# Exercise details
The records below are to be quoted in full; please keep every word exact.

- - - - -

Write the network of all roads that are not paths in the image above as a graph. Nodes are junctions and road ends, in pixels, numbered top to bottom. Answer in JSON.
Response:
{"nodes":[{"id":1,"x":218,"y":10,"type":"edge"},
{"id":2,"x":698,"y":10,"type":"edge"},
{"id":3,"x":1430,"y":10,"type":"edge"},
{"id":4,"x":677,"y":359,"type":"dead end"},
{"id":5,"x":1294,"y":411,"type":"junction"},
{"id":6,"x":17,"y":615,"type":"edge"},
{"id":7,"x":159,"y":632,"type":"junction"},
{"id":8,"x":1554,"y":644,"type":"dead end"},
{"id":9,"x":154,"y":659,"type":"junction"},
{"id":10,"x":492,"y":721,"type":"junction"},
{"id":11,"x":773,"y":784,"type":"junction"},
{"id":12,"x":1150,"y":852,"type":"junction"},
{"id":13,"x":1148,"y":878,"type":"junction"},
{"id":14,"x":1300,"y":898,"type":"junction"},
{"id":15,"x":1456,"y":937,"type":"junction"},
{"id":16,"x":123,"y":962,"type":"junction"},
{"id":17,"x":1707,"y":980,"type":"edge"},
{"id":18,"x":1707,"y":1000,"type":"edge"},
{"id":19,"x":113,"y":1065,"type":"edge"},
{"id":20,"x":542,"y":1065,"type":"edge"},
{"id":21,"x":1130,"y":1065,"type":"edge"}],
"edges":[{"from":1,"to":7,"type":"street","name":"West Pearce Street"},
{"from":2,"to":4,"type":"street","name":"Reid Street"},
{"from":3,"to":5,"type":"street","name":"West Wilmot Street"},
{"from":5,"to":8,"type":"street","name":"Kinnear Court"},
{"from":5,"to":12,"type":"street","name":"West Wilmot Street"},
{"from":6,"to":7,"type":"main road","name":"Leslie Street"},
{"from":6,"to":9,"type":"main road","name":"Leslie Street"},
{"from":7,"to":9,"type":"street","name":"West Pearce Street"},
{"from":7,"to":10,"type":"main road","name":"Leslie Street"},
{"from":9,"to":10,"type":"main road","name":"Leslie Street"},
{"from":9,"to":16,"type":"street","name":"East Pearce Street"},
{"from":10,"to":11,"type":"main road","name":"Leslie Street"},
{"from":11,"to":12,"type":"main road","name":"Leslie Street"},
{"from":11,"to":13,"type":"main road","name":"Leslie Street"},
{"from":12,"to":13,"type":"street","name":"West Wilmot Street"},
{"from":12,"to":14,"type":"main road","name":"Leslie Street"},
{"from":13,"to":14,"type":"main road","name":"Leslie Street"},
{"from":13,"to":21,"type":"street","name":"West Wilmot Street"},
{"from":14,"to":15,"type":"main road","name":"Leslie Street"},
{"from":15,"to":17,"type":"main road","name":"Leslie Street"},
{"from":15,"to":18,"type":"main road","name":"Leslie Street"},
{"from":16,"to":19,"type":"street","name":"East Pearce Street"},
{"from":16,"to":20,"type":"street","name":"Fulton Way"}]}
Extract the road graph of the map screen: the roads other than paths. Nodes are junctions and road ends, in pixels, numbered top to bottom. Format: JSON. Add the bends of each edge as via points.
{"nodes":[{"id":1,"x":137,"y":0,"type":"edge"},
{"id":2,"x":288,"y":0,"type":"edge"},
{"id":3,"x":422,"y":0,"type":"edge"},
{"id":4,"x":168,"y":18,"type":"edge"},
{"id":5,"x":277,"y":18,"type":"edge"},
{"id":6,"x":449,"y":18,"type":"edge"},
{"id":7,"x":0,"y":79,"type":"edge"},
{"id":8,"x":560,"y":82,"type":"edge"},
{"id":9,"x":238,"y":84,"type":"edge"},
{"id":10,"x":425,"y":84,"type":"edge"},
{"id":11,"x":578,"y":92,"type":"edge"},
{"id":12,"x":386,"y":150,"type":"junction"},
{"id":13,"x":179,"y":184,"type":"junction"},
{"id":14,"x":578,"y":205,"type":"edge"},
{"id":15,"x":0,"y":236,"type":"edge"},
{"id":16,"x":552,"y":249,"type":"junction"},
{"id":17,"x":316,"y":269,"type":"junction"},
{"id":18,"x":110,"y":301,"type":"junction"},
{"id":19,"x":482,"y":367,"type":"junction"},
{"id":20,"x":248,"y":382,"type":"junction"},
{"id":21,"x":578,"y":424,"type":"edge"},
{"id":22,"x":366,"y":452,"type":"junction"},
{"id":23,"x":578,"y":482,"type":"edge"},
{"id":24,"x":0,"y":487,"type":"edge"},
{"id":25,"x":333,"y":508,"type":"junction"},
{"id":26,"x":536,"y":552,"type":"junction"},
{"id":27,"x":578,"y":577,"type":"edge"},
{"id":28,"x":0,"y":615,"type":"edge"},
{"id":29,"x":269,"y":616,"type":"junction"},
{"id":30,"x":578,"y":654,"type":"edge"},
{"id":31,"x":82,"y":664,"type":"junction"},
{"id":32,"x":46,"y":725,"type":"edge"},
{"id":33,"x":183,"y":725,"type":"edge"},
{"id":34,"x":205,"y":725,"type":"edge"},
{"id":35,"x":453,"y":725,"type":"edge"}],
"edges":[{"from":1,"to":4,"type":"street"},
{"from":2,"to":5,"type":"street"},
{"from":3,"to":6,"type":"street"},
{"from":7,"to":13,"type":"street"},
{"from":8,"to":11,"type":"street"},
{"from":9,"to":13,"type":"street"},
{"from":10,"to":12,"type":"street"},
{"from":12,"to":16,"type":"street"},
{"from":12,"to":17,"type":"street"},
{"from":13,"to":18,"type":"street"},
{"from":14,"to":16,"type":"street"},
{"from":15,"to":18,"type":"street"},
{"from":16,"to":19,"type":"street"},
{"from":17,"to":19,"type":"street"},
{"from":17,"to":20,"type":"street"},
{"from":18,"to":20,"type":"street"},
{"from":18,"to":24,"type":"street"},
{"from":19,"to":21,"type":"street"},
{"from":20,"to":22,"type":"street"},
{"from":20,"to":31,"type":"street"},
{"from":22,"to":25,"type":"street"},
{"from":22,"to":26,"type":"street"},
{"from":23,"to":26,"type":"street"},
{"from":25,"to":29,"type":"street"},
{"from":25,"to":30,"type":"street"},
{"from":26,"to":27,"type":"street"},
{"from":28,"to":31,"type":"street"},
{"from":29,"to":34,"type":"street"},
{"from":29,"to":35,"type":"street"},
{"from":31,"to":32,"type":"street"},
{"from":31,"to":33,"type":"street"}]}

- - - - -

# Solution to the exercise
Write the network of all roads that are not paths in the image above as a graph. Nodes are junctions and road ends, in pixels, numbered top to bottom. Answer in JSON.
Response:
{"nodes":[{"id":1,"x":218,"y":10,"type":"edge"},
{"id":2,"x":698,"y":10,"type":"edge"},
{"id":3,"x":1430,"y":10,"type":"edge"},
{"id":4,"x":677,"y":359,"type":"dead end"},
{"id":5,"x":1294,"y":411,"type":"junction"},
{"id":6,"x":17,"y":615,"type":"edge"},
{"id":7,"x":159,"y":632,"type":"junction"},
{"id":8,"x":1554,"y":644,"type":"dead end"},
{"id":9,"x":154,"y":659,"type":"junction"},
{"id":10,"x":492,"y":721,"type":"junction"},
{"id":11,"x":773,"y":784,"type":"junction"},
{"id":12,"x":1150,"y":852,"type":"junction"},
{"id":13,"x":1148,"y":878,"type":"junction"},
{"id":14,"x":1300,"y":898,"type":"junction"},
{"id":15,"x":1456,"y":937,"type":"junction"},
{"id":16,"x":123,"y":962,"type":"junction"},
{"id":17,"x":1707,"y":980,"type":"edge"},
{"id":18,"x":1707,"y":1000,"type":"edge"},
{"id":19,"x":113,"y":1065,"type":"edge"},
{"id":20,"x":542,"y":1065,"type":"edge"},
{"id":21,"x":1130,"y":1065,"type":"edge"}],
"edges":[{"from":1,"to":7,"type":"street","name":"West Pearce Street"},
{"from":2,"to":4,"type":"street","name":"Reid Street"},
{"from":3,"to":5,"type":"street","name":"West Wilmot Street"},
{"from":5,"to":8,"type":"street","name":"Kinnear Court"},
{"from":5,"to":12,"type":"street","name":"West Wilmot Street"},
{"from":6,"to":7,"type":"main road","name":"Leslie Street"},
{"from":6,"to":9,"type":"main road","name":"Leslie Street"},
{"from":7,"to":9,"type":"street","name":"West Pearce Street"},
{"from":7,"to":10,"type":"main road","name":"Leslie Street"},
{"from":9,"to":10,"type":"main road","name":"Leslie Street"},
{"from":9,"to":16,"type":"street","name":"East Pearce Street"},
{"from":10,"to":11,"type":"main road","name":"Leslie Street"},
{"from":11,"to":12,"type":"main road","name":"Leslie Street"},
{"from":11,"to":13,"type":"main road","name":"Leslie Street"},
{"from":12,"to":13,"type":"street","name":"West Wilmot Street"},
{"from":12,"to":14,"type":"main road","name":"Leslie Street"},
{"from":13,"to":14,"type":"main road","name":"Leslie Street"},
{"from":13,"to":21,"type":"street","name":"West Wilmot Street"},
{"from":14,"to":15,"type":"main road","name":"Leslie Street"},
{"from":15,"to":17,"type":"main road","name":"Leslie Street"},
{"from":15,"to":18,"type":"main road","name":"Leslie Street"},
{"from":16,"to":19,"type":"street","name":"East Pearce Street"},
{"from":16,"to":20,"type":"street","name":"Fulton Way"}]}
Extract the road graph of the map screen: the roads other than paths. Nodes are junctions and road ends, in pixels, numbered top to bottom. Format: JSON. Add the bends of each edge as via points.
{"nodes":[{"id":1,"x":137,"y":0,"type":"edge"},
{"id":2,"x":288,"y":0,"type":"edge"},
{"id":3,"x":422,"y":0,"type":"edge"},
{"id":4,"x":168,"y":18,"type":"edge"},
{"id":5,"x":277,"y":18,"type":"edge"},
{"id":6,"x":449,"y":18,"type":"edge"},
{"id":7,"x":0,"y":79,"type":"edge"},
{"id":8,"x":560,"y":82,"type":"edge"},
{"id":9,"x":238,"y":84,"type":"edge"},
{"id":10,"x":425,"y":84,"type":"edge"},
{"id":11,"x":578,"y":92,"type":"edge"},
{"id":12,"x":386,"y":150,"type":"junction"},
{"id":13,"x":179,"y":184,"type":"junction"},
{"id":14,"x":578,"y":205,"type":"edge"},
{"id":15,"x":0,"y":236,"type":"edge"},
{"id":16,"x":552,"y":249,"type":"junction"},
{"id":17,"x":316,"y":269,"type":"junction"},
{"id":18,"x":110,"y":301,"type":"junction"},
{"id":19,"x":482,"y":367,"type":"junction"},
{"id":20,"x":248,"y":382,"type":"junction"},
{"id":21,"x":578,"y":424,"type":"edge"},
{"id":22,"x":366,"y":452,"type":"junction"},
{"id":23,"x":578,"y":482,"type":"edge"},
{"id":24,"x":0,"y":487,"type":"edge"},
{"id":25,"x":333,"y":508,"type":"junction"},
{"id":26,"x":536,"y":552,"type":"junction"},
{"id":27,"x":578,"y":577,"type":"edge"},
{"id":28,"x":0,"y":615,"type":"edge"},
{"id":29,"x":269,"y":616,"type":"junction"},
{"id":30,"x":578,"y":654,"type":"edge"},
{"id":31,"x":82,"y":664,"type":"junction"},
{"id":32,"x":46,"y":725,"type":"edge"},
{"id":33,"x":183,"y":725,"type":"edge"},
{"id":34,"x":205,"y":725,"type":"edge"},
{"id":35,"x":453,"y":725,"type":"edge"}],
"edges":[{"from":1,"to":4,"type":"street"},
{"from":2,"to":5,"type":"street"},
{"from":3,"to":6,"type":"street"},
{"from":7,"to":13,"type":"street"},
{"from":8,"to":11,"type":"street"},
{"from":9,"to":13,"type":"street"},
{"from":10,"to":12,"type":"street"},
{"from":12,"to":16,"type":"street"},
{"from":12,"to":17,"type":"street"},
{"from":13,"to":18,"type":"street"},
{"from":14,"to":16,"type":"street"},
{"from":15,"to":18,"type":"street"},
{"from":16,"to":19,"type":"street"},
{"from":17,"to":19,"type":"street"},
{"from":17,"to":20,"type":"street"},
{"from":18,"to":20,"type":"street"},
{"from":18,"to":24,"type":"street"},
{"from":19,"to":21,"type":"street"},
{"from":20,"to":22,"type":"street"},
{"from":20,"to":31,"type":"street"},
{"from":22,"to":25,"type":"street"},
{"from":22,"to":26,"type":"street"},
{"from":23,"to":26,"type":"street"},
{"from":25,"to":29,"type":"street"},
{"from":25,"to":30,"type":"street"},
{"from":26,"to":27,"type":"street"},
{"from":28,"to":31,"type":"street"},
{"from":29,"to":34,"type":"street"},
{"from":29,"to":35,"type":"street"},
{"from":31,"to":32,"type":"street"},
{"from":31,"to":33,"type":"street"}]}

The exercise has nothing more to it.